- _Exercise instructions_: Whichever lines include the word "OSMO", copy them as they appear in the data.

- _Record extracts_:
-------------------------
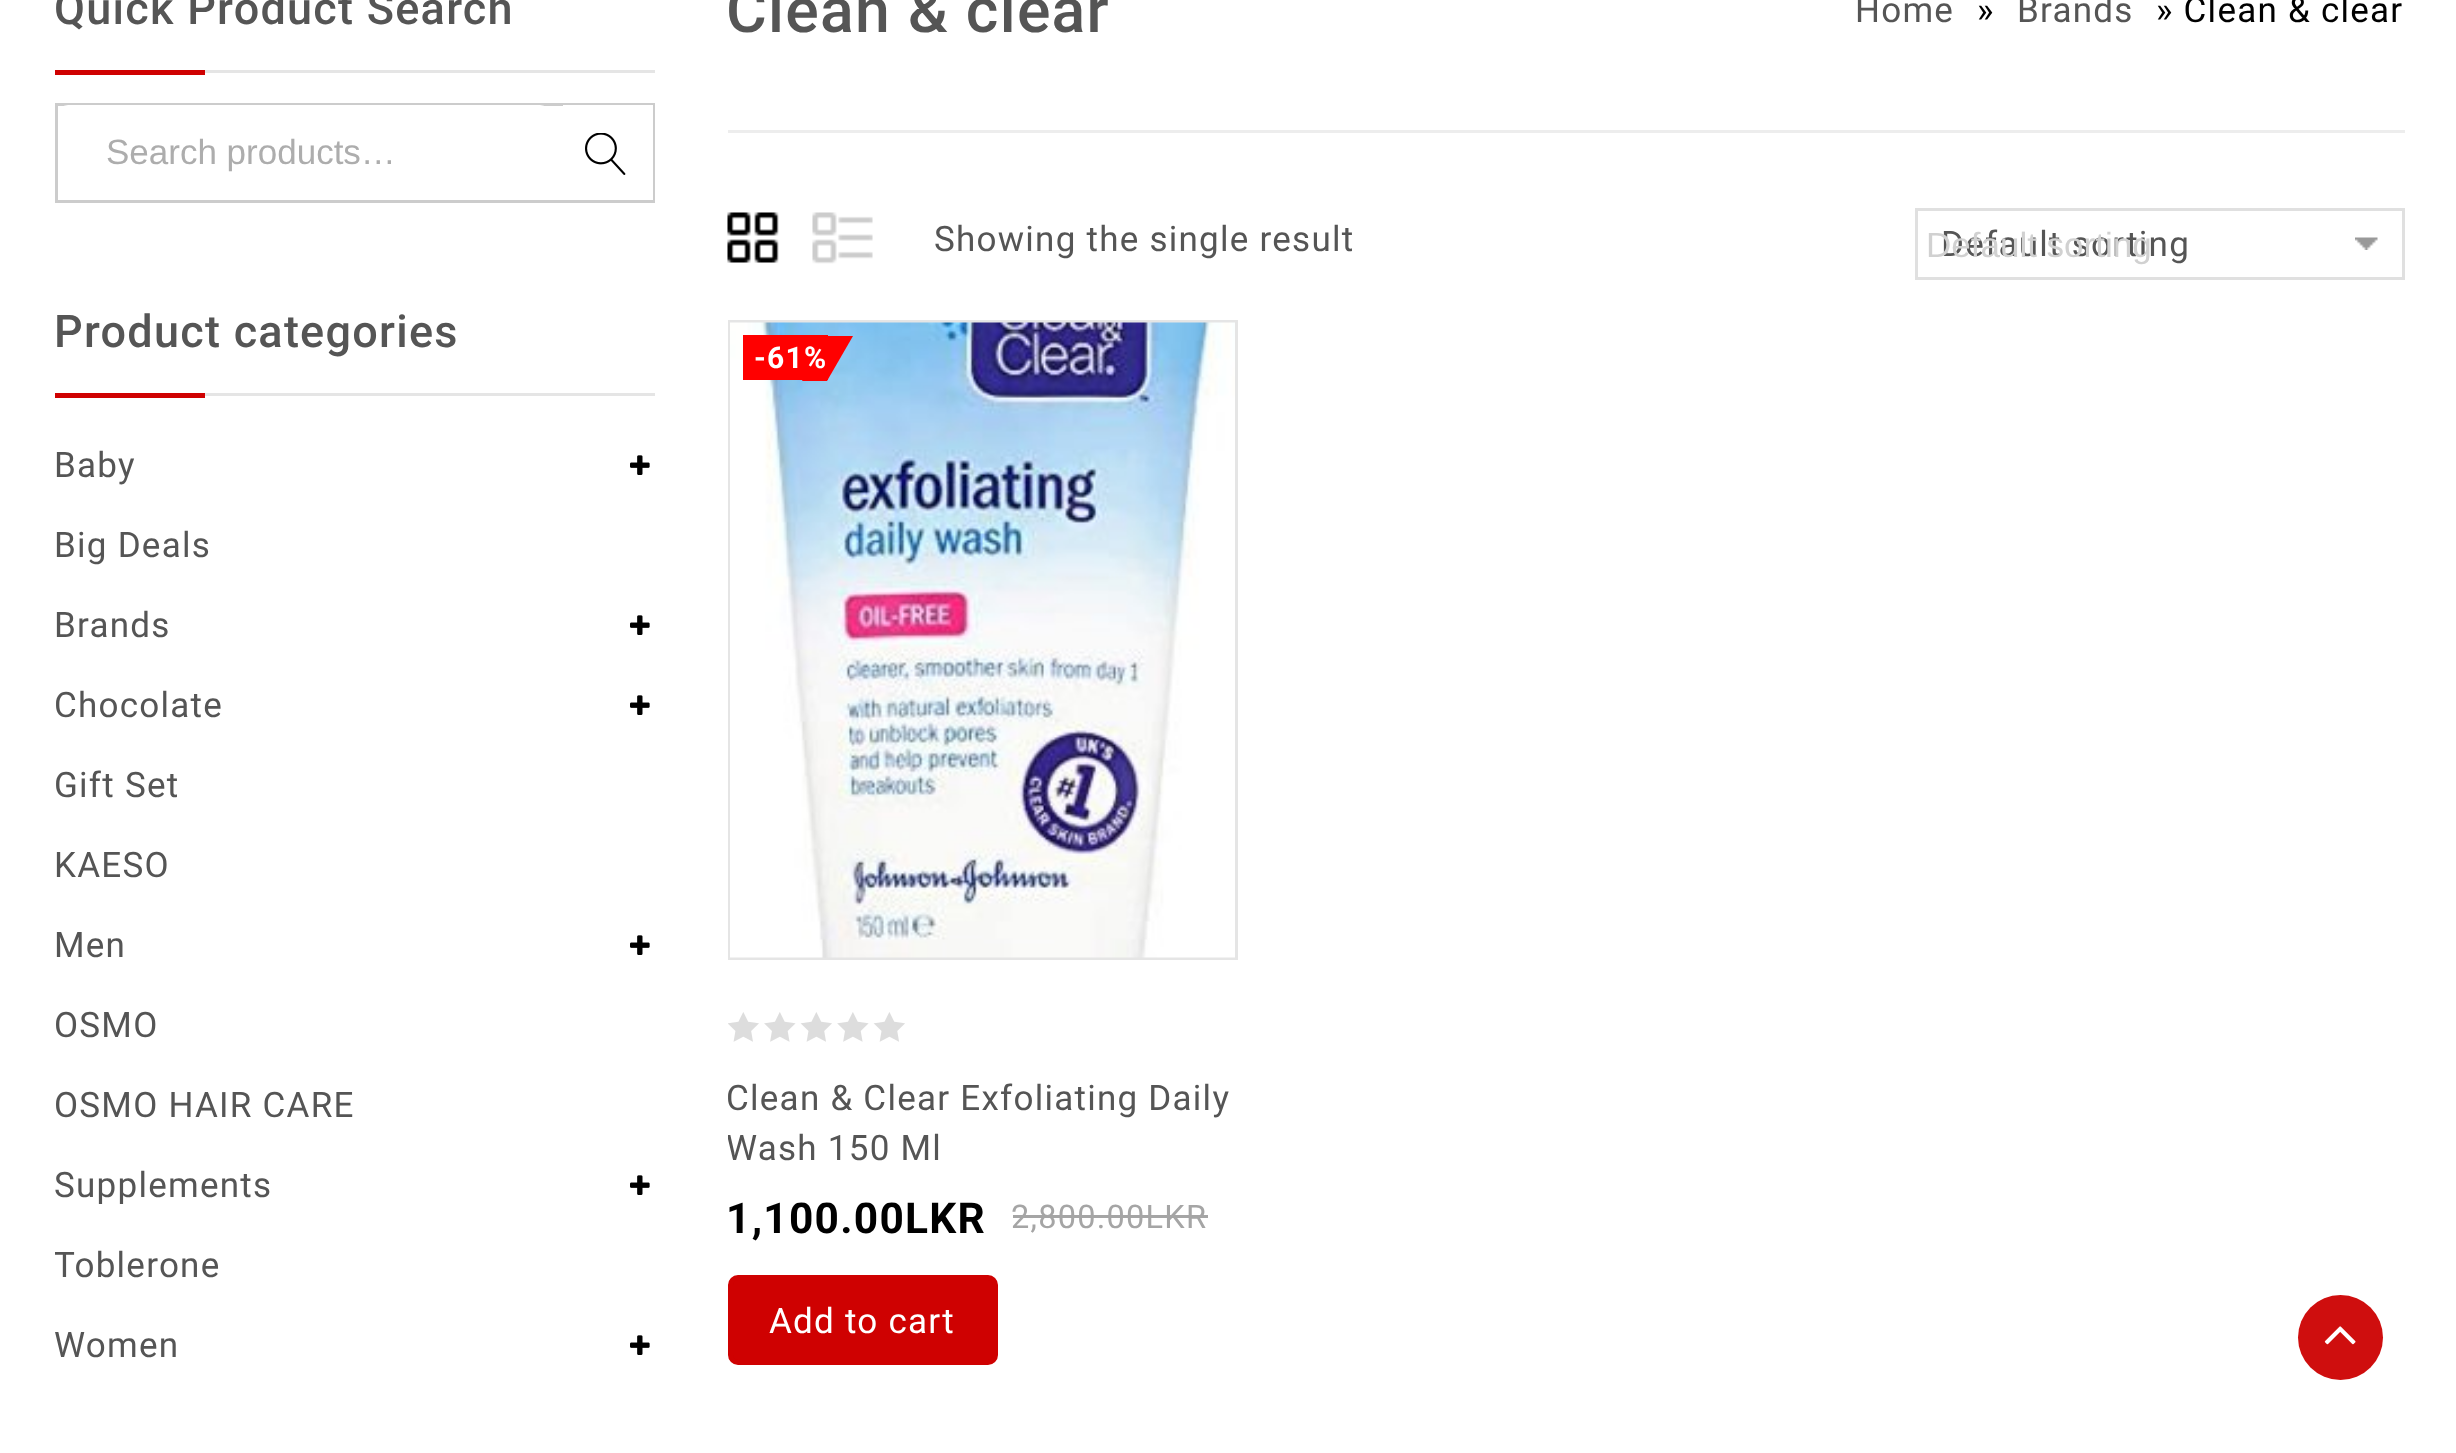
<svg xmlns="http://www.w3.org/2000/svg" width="2456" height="1453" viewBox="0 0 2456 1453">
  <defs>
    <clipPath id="clip1"><path d="M55 303h600v1082H55z"/></clipPath>
    <clipPath id="clip2"><path d="M728 320h510v1045H728z"/></clipPath>
  </defs>
  <rect width="100%" height="100%" fill="#fff"/>
  <path d="M205 70h450v3H205z" fill="#e5e5e5"/>
  <path d="M55 70h150v5H55z" fill="#cf0101"/>
  <path d="M56.5 104.5h597v97H56.5z" fill="none" stroke="#ccc" stroke-width="3"/>
  <rect x="58" y="105" width="492" height="95" rx="10" fill="#fff"/>
  <path d="M563 105h90v95H563z" fill="#fff"/>
  <image x="585" y="133" width="41" height="42" href="img/1.png"/>
  <path d="M205 393h450v3H205z" fill="#e5e5e5"/>
  <path d="M55 393h150v5H55z" fill="#cf0101"/>
  <image x="630" y="455" width="20" height="20" href="img/2.png"/>
  <image x="630" y="615" width="20" height="20" href="img/2.png"/>
  <image x="630" y="695" width="20" height="20" href="img/2.png"/>
  <image x="630" y="935" width="20" height="20" href="img/2.png"/>
  <image x="630" y="1175" width="20" height="20" href="img/2.png"/>
  <image x="630" y="1335" width="20" height="20" href="img/2.png"/>
  <path d="M728 130h1677v3H728z" fill="#ededed"/>
  <image x="727" y="212" width="52" height="51" href="img/3.png"/>
  <image x="812" y="212" width="61" height="52" href="img/4.png"/>
  <path d="M1916.5 209.5h487v69H1916.5z" fill="none" stroke="#e0e0e0" stroke-width="3"/>
  <image x="2355" y="237" width="23" height="13" href="img/5.png"/>
  <path d="M729.5 321.5h507v637H729.5z" fill="none" stroke="#e5e5e5" stroke-width="3"/>
  <image x="730" y="322" width="505" height="636" href="img/6.png"/>
  <path d="M743 335h85v45H743z" fill="#f00"/>
  <path d="M828 336H853L827 381H802Z" fill="#f00"/>
  <image x="728" y="1012" width="177" height="30" href="img/7.png"/>
  <path d="M1013 1215h195v3H1013z" fill="#a5a5a5"/>
  <rect x="730.5" y="1277.5" width="265" height="85" rx="7.5" fill="#cf0101" stroke="#cf0101" stroke-width="5"/>
  <circle cx="2340.5" cy="1337.5" r="42.5" fill="#cf0e0e"/>
  <image x="2324" y="1326" width="32" height="19" href="img/8.png"/>
  <text x="54" y="24" font-family="Roboto" font-size="45" font-weight="500" letter-spacing="1.25" fill="#555">Quick Product Search</text>
  <text x="106" y="164" font-family="Liberation Sans" font-size="35" fill="#adadad">Search products…</text>
  <text x="54" y="347" font-family="Roboto" font-size="45" font-weight="500" letter-spacing="1.25" fill="#555">Product categories</text>
  <g font-family="Roboto" font-size="35" letter-spacing="1.25" fill="#555">
    <text x="54" y="477">Baby</text>
    <text x="54" y="557">Big Deals</text>
    <text x="54" y="637">Brands</text>
    <text x="54" y="717">Chocolate</text>
    <text x="54" y="797">Gift Set</text>
    <text x="54" y="877">KAESO</text>
    <text x="54" y="957">Men</text>
    <text x="54" y="1037">OSMO</text>
    <text x="54" y="1117">OSMO HAIR CARE</text>
    <text x="54" y="1197">Supplements</text>
  </g>
  <g clip-path="url(#clip1)">
    <text x="54" y="1277" font-family="Roboto" font-size="35" letter-spacing="1.25" fill="#555">Toblerone</text>
  </g>
  <text x="54" y="1357" font-family="Roboto" font-size="35" letter-spacing="1.25" fill="#555">Women</text>
  <text x="726" y="32" font-family="Roboto" font-size="62.5" font-weight="500" letter-spacing="1.25" fill="#555">Clean &amp; clear</text>
  <text x="1855" y="22" font-family="Roboto" font-size="35" letter-spacing="1.25" fill="#555">Home</text>
  <text x="1977" y="22" font-family="Roboto" font-size="35" letter-spacing="1.25" fill="#000">»</text>
  <text x="2017" y="22" font-family="Roboto" font-size="35" letter-spacing="1.25" fill="#555">Brands</text>
  <text x="2156" y="22" font-family="Roboto" font-size="35" letter-spacing="1.25" fill="#000">» Clean &amp; clear</text>
  <g font-family="Roboto" font-size="35" letter-spacing="1.25" fill="#555">
    <text x="934" y="251">Showing the single result</text>
    <text x="1941" y="256">Default sorting</text>
  </g>
  <text x="1926" y="257" font-family="Liberation Sans" font-size="35" fill="#d1d1d1">Default sorting</text>
  <text x="754" y="368" font-family="Roboto" font-size="30" font-weight="bold" letter-spacing="1.25" fill="#fff">-61%</text>
  <text x="726" y="1110" font-family="Roboto" font-size="35" letter-spacing="1.25" fill="#555">Clean &amp; Clear Exfoliating Daily</text>
  <g clip-path="url(#clip2)">
    <text x="726" y="1160" font-family="Roboto" font-size="35" letter-spacing="1.25" fill="#555">Wash 150 Ml</text>
  </g>
  <text x="726" y="1233" font-family="Roboto" font-size="42.5" font-weight="bold" letter-spacing="1.25" fill="#000">1,100.00LKR</text>
  <text x="1011" y="1228" font-family="Roboto" font-size="32.5" letter-spacing="1.25" fill="#a5a5a5">2,800.00LKR</text>
  <text x="769" y="1333" font-family="Roboto" font-size="35" letter-spacing="1.25" fill="#fff">Add to cart</text>
</svg>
-------------------------
- _Written solution_:
    <text x="54" y="1037">OSMO</text>
    <text x="54" y="1117">OSMO HAIR CARE</text>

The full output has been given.